The anti-thrombotic properties of APC are mediated in synergy with protein S. The two proteins combine to inactivate factors Va and VIIIa, resulting in decreased thrombin levels, which are the keystone in blood clots. The anticoagulative effects of rhAPC were measured as changes in TAT levels, but no significant difference was observed between the two groups. This could be due to either a type II error, differences in species specificity to rhAPC response, or questionable usefulness of human coagulation assays in porcine trials [34].

This study has limitations. First, the many potential differences between human and animal trials [35]. Although we controlled ventilation tightly and continuously monitored and maintained blood pressure with saline infusion, several factors remain different from human trials: uncontrolled prior contaminated environments, young healthy animals, early treatment, rapid onset of stimuli, and lack of comorbidities. Although many precautions have been taken to optimize this animal study, another contributing factor to our results could be the difference between the porcine and the human coagulation system. Second, we induced a systemic inflammatory condition by infusion of endotoxin, which produces a different picture than infection with microbiological agents.
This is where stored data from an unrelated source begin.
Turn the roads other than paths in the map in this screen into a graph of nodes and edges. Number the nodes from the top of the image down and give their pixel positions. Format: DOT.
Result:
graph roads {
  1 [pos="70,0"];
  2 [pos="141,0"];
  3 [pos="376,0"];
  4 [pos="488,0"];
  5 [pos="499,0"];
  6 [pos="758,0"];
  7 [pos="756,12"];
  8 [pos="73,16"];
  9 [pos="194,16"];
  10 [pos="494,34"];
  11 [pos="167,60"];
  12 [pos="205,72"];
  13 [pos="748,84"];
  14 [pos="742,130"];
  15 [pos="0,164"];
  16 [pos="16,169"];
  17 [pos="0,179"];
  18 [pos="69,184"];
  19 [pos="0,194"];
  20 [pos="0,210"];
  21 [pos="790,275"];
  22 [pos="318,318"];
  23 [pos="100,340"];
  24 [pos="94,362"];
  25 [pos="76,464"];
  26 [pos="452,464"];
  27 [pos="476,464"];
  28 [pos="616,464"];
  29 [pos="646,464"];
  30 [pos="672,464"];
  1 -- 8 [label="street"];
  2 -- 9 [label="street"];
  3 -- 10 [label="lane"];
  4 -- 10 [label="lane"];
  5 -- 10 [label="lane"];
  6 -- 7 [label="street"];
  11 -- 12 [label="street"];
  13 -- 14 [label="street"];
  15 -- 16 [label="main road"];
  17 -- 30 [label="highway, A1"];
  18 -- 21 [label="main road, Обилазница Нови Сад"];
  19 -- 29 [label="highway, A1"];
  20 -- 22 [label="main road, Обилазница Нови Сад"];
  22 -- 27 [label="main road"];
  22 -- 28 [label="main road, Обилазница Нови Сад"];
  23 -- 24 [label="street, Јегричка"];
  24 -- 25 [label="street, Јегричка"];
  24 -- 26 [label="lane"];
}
Third, we investigated only a limited number of animals, and, finally, only a few of the many inflammatory markers in plasma were measured.
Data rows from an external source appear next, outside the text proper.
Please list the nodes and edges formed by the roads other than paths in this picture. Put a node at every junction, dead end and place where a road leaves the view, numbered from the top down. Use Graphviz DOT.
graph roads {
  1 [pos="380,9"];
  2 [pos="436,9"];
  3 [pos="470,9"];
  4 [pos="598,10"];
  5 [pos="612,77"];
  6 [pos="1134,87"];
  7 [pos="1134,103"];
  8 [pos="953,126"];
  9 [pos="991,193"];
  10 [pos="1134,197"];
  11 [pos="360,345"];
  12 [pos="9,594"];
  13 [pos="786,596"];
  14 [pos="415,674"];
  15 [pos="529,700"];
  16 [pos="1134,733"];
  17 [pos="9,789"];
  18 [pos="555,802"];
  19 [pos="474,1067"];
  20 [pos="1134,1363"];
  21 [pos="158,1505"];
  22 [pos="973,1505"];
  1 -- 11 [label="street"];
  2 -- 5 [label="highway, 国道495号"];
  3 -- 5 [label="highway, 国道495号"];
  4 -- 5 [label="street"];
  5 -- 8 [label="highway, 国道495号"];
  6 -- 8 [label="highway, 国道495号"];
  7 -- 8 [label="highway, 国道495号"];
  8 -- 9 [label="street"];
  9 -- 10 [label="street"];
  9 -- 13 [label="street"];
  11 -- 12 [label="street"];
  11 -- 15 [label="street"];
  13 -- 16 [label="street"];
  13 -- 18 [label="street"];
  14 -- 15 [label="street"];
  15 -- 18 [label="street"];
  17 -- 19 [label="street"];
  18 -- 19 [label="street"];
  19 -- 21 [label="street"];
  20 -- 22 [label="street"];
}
We do, however, have a reproducible model of acute endotoxemia and organ dysfunction in which we previously have been able to modify the cytokine response by intervention. Since we were unable to modify the plasma cytokine levels with rhAPC in our high-dose endotoxemia model, our results confirm findings reported in the international literature suggesting that anti-inflammatory properties of APC cannot be detected as changes in plasma cytokine levels [36]. However, although data indicate that rhAPC might delay the peak plasma TNF-α and IL-10 levels, the mechanisms and consequences for this delay are unknown and should be addressed in future studies.

Conclusion

We found no significant effect of rhAPC on plasma levels of pro- or anti-inflammatory cytokines in this porcine model of acute endotoxemia, but we did find a significant delay in the peak levels of TNF-α and IL-10. In concordance with earlier studies, we found a modifying effect on the coagulation system confirming the profibrinolytic effects at very high doses of rhAPC. These results indicate that the possible anti-inflammatory effects of APC are not elicited through attenuation of plasma cytokine levels.